The balance for or against testing of unaffected, at-risk individuals shifts when testing indicates a predisposition to a disease for which intervention and early treatment are available. For example, in autosomal dominant hereditary breast cancer, individuals carrying various mutations in BRCA1 or BRCA2 have a 50% to 90% chance of developing breast or ovarian cancer (see Chapter 15) (Case 7). Identification of heterozygous carriers would be of benefit because individuals at risk could choose to undergo more frequent surveillance or have preventive surgery, such as mastectomy, oophorectomy, or both, recognizing that these measures can reduce but not completely eliminate the increased risk for cancer. What if surveillance and preventive measures were more definitive, as they are in familial adenomatous polyposis, for which prophylactic colectomy is a proven preventive measure (see Chapter 15) and (Case 15)?

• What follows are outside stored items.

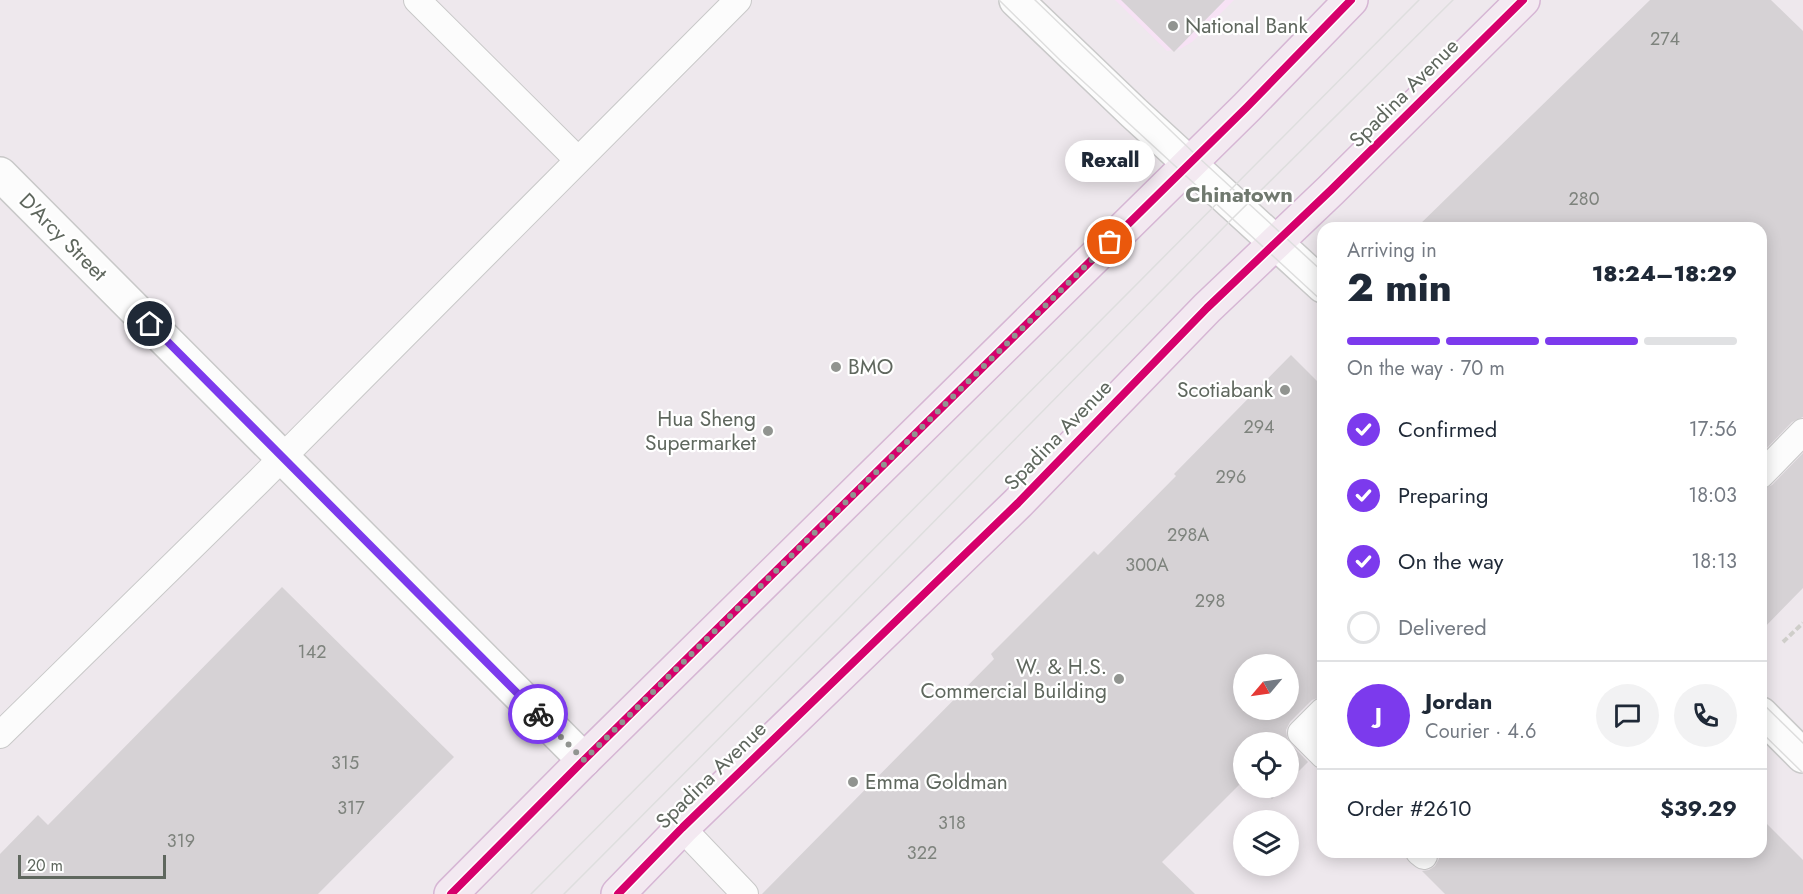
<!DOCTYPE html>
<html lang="en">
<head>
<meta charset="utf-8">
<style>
  body { margin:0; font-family:Jost,sans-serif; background:#f2f2f3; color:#1f2937; height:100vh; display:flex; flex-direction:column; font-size:22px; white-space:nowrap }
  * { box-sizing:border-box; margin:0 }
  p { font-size:20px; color:#747a83 }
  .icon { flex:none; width:33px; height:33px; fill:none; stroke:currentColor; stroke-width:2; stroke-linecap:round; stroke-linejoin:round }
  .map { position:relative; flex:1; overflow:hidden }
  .side { position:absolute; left:1317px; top:222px; width:450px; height:636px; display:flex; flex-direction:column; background:#fff; border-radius:18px; box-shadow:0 3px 15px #0003 }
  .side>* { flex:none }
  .needle { width:39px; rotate:241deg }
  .buttons { position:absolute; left:1233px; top:654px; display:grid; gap:12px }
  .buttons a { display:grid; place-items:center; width:66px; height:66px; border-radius:50%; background:#fff; box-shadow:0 3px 15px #0003; font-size:30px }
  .scale { position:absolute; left:18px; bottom:15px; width:148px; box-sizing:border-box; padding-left:6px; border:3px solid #5f675e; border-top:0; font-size:16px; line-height:21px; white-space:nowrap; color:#5f675e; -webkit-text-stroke:4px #fff; paint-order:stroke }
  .pin { position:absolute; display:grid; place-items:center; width:51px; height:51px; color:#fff; margin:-26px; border:3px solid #fff; border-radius:50%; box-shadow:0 2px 6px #0007 }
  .courier { position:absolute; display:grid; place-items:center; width:60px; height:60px; margin:-30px; border:4px solid #7c3aed; border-radius:50%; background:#fff; color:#222; box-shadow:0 2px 8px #0007 }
  .bubble { position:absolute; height:42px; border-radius:21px; background:#fff; box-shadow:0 3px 15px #0003; font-size:20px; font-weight:800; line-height:42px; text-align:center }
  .headline em { font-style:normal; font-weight:800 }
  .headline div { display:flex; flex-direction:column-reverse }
  .headline { display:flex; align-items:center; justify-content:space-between; height:102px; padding:0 30px }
  h1 { font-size:39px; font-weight:800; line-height:45px }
  .bar { display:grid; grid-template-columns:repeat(4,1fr); gap:9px 6px; align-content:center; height:72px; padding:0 30px }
  .bar i { height:8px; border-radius:4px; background:#e0e1e3 }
  .bar .active { background:#7c3aed }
  .bar p { grid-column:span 4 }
  .line { display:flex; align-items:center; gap:15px; padding:0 30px; border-top:2px solid #e0e1e3 }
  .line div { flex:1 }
  .round { display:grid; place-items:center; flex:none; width:63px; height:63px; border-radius:32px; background:#f2f2f3 }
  ol { padding:0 30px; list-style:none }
  li { display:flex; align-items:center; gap:18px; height:66px }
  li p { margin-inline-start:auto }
  li .icon { padding:6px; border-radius:50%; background:#7c3aed; color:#fff; stroke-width:4 }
  li:last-child { color:#747a83 }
  li i { width:33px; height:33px; border:3px solid #e0e1e3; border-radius:50% }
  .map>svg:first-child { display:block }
  .commercial { fill:#f7e2f5 }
  .building { fill:#d6d2d5; fill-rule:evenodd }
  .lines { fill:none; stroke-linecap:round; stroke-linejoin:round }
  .service-casing { stroke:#c8c8c8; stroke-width:28 }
  .minor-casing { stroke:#c8c8c8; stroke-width:36 }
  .secondary-casing { stroke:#c9c9c9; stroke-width:36 }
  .primary-casing { stroke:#d6b6d4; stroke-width:36 }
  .path { stroke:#cfceca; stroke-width:4; stroke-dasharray:6 3; stroke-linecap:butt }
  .service { stroke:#fcfcfc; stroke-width:26 }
  .minor { stroke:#fcfcfc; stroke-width:33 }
  .secondary { stroke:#fcfcfc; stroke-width:33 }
  .primary { stroke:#f3e9f1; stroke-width:33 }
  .tram { stroke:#dedede; stroke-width:1.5 }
  .cycleway-casing { stroke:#fff; stroke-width:11 }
  .cycleway { stroke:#d6006c; stroke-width:8 }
  .done { stroke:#919490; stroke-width:6; stroke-dasharray:0 10.8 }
  .route { stroke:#7c3aed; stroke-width:8 }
  .poi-dot { fill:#919490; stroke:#fff; stroke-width:2 }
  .labels { text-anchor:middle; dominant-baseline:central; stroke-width:4.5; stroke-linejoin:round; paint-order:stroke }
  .number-label { font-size:18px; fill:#7e837d }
  .poi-label { font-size:21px; fill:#5f675e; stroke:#fff; text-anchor:start }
  .street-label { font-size:21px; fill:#5f675e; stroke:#fff }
  .neighbourhood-label { font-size:22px; font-weight:bold; fill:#70796f; stroke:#fff }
</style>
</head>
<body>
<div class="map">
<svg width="1803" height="894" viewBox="0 0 1803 894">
  <rect width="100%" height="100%" fill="#eee8ed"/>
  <!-- commercial -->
  <path class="commercial" d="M1115,0h119l-42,42 -12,7 -13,2z"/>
  <!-- building -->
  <path class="building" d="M1121,0h104l-51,52z
    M1650,0h121l32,31v386l-11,5 -31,32v-226h-345z
    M1291,355l32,32v309l-11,4 -22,22 -4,8 1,7 3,6 18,19 -20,20v-40h-44v38l-82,82 33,32h-433l232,-235 -3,-5 103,-103 4,4 78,-79 -2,-2zM1244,664h44v46h-44z
    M1803,453v135l-42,43v-141l11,-5z
    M282,587l172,170 -136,137h-318v-40l38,-39 10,10z
    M1260,788h23l-11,11z
    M1761,818l42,42v34h-358l-23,-23 7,-1 6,-4 4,-7 -1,-7h323z"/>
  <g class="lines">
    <!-- service casing -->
    <g class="service-casing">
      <path id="service" d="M417,0l161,160
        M1761,475l42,-43
        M1323,711l-22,22 22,22
        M0,735l259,-254 479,-481
        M682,828l63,66
        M1419,852l5,4"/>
    </g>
    <!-- minor casing -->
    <g class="minor-casing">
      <path id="minor" d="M0,174l584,586"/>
    </g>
    <!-- secondary casing -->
    <g class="secondary-casing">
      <path id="secondary" d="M1016,0l118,113 189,173
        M1761,714l42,42"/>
    </g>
    <!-- primary casing -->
    <g class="primary-casing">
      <path id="primary" d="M451,894l133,-134 663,-653 104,-107
        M618,894l64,-66 336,-325 189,-195 124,-118 192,-190"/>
    </g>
    <!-- path -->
    <path class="path" d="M1783,642l20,-19"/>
    <!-- service -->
    <use href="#service" class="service"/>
    <!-- minor -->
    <use href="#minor" class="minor"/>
    <!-- secondary -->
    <use href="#secondary" class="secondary"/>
    <!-- primary -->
    <use href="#primary" class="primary"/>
    <!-- tram -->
    <path class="tram" d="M999,0l63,62 261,240
      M1035,0l162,156 126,116
      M1761,702l42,41
      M1761,732l42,41
      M531,894l888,-894
      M564,894l275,-276 393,-399 221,-219"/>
    <!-- cycleway casing -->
    <g class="cycleway-casing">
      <path id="cycleway" d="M451,894l133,-134 663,-653 104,-107
        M618,894l64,-66 336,-325 189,-195 124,-118 192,-190"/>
    </g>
    <!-- cycleway -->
    <use href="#cycleway" class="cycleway"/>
  </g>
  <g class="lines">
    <!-- done -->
    <path class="done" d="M538,714l46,46 526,-518"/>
    <!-- route -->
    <path class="route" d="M150,324l388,390"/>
  </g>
  <!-- markers -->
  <g class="poi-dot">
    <circle cx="1173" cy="26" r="6"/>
    <circle cx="836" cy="367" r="6"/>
    <circle cx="1285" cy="390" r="6"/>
    <circle cx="768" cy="431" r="6"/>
    <circle cx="1119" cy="679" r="6"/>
    <circle cx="853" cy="782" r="6"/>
  </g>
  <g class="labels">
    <!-- number labels -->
    <g class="number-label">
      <text x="1665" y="39">274</text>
      <text x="1584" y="199">280</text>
      <text x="1259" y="427">294</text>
      <text x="1231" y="477">296</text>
      <text x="1188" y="535">298A</text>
      <text x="1147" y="565">300A</text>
      <text x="1210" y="601">298</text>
      <text x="312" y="652">142</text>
      <text x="345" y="763">315</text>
      <text x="351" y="808">317</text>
      <text x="952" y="823">318</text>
      <text x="181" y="841">319</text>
      <text x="922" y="853">322</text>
    </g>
    <!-- poi labels -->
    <g class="poi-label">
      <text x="1185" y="26">National Bank</text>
      <text x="848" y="367">BMO</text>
      <text x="1273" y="390" text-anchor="end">Scotiabank</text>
      <text x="756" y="419" text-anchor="end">Hua Sheng<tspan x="756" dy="24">Supermarket</tspan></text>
      <text x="1107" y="667" text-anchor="end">W. &amp; H.S.<tspan x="1107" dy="24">Commercial Building</tspan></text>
      <text x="865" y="782">Emma Goldman</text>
    </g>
    <!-- street labels -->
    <g class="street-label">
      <text transform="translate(1404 93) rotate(-45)">Spadina Avenue</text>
      <text transform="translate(63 237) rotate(45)">D'Arcy Street</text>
      <text transform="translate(1058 435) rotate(-46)">Spadina Avenue</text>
      <text transform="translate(711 775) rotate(-44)">Spadina Avenue</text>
    </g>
    <!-- neighbourhood labels -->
    <g class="neighbourhood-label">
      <text x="1239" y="194">Chinatown</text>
    </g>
  </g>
</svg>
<div class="buttons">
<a><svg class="needle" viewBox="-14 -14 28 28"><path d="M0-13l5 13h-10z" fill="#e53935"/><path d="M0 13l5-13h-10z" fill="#747a83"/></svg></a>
<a><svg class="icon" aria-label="locate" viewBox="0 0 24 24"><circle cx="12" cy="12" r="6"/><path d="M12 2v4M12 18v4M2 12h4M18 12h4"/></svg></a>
<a><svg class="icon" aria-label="layers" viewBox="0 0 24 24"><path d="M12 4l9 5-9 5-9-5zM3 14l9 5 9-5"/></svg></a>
</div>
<div class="scale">20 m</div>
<div class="pin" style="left:1110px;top:242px;background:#ea580c"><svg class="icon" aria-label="bag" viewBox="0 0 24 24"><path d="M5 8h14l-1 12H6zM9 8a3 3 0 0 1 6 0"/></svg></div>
<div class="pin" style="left:150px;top:324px;background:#1f2937"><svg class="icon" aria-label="home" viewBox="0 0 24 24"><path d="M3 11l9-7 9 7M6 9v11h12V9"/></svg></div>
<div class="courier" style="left:538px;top:714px"><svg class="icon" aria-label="bike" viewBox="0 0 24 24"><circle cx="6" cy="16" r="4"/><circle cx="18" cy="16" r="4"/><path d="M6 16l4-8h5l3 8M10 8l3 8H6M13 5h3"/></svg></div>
<div class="bubble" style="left:1065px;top:140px;width:90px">Rexall</div>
<section class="side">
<div class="headline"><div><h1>2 min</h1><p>Arriving in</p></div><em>18:24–18:29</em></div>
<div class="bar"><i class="active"></i><i class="active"></i><i class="active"></i><i></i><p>On the way · 70 m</p></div>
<ol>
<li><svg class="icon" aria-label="check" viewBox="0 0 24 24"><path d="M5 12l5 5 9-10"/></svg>Confirmed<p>17:56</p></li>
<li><svg class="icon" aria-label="check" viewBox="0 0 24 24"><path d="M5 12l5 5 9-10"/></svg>Preparing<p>18:03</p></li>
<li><svg class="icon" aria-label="check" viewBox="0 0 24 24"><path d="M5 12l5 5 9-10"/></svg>On the way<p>18:13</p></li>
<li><i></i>Delivered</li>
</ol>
<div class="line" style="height:108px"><b class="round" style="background:#7c3aed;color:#fff">J</b><div><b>Jordan</b><p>Courier · 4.6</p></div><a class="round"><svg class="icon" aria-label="chat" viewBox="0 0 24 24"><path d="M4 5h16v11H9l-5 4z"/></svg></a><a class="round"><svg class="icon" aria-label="phone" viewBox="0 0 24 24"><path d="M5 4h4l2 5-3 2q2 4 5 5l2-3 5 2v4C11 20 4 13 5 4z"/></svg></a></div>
<div class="line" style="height:78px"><div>Order #2610</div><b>$39.29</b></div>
</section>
</div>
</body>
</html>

Upon testing for any predisposing gene mutation(s), individuals incur the risk for serious psychological distress, stigmatization in their social lives, and discrimination in insurance and employment (see later). How are respect for a patient’s autonomy, the physician’s duty not to cause harm, and the physician’s desire to prevent illness to be balanced in these different situations?
Geneticists would all agree that the decision to be tested or not to be tested is not one made in a vacuum. The patient must make an informed decision using all available information concerning the risk for and severity of the disease, the effectiveness of preventive and therapeutic measures, and the potential harm that could arise from testing.